TASK INPUTS |

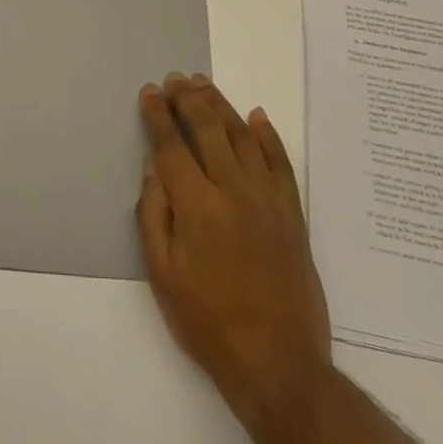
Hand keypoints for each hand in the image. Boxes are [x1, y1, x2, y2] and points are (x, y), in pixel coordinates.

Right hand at [137, 74, 332, 439]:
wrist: (279, 365)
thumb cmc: (209, 324)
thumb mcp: (163, 276)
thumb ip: (154, 216)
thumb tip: (154, 168)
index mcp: (197, 207)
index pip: (171, 146)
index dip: (159, 115)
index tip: (150, 92)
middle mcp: (233, 191)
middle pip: (208, 129)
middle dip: (188, 99)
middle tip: (175, 78)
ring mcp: (267, 200)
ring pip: (243, 136)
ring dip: (222, 105)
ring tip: (204, 84)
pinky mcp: (292, 213)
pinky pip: (281, 162)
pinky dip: (269, 135)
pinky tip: (257, 116)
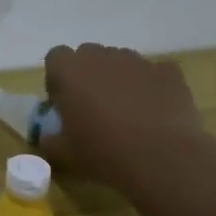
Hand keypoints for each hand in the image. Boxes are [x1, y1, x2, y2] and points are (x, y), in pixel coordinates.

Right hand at [42, 43, 205, 188]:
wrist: (163, 160)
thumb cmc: (103, 152)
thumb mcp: (64, 153)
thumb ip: (48, 140)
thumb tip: (47, 137)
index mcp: (70, 70)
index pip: (56, 57)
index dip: (58, 79)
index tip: (64, 103)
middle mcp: (102, 57)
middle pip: (89, 55)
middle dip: (88, 76)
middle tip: (94, 108)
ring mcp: (138, 62)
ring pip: (121, 62)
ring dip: (119, 79)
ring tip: (127, 112)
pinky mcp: (169, 72)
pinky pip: (154, 73)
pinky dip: (151, 86)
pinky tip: (155, 112)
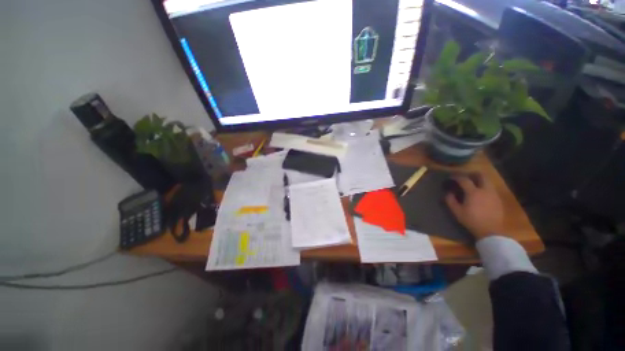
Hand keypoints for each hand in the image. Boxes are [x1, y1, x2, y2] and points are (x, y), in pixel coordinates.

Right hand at [445, 174, 504, 239]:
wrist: (490, 231)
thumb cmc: (471, 220)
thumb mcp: (457, 212)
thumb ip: (450, 200)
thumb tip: (449, 192)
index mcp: (473, 192)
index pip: (464, 180)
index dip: (457, 177)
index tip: (451, 177)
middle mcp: (485, 190)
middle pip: (481, 176)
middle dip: (473, 174)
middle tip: (466, 176)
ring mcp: (493, 194)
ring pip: (488, 181)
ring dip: (480, 180)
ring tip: (473, 184)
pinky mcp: (498, 199)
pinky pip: (491, 189)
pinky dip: (485, 187)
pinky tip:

THE PROBLEM |
The total, and nothing more: how many lines in the entries contain "index"?

SOLUTION TO THIS EXERCISE |
12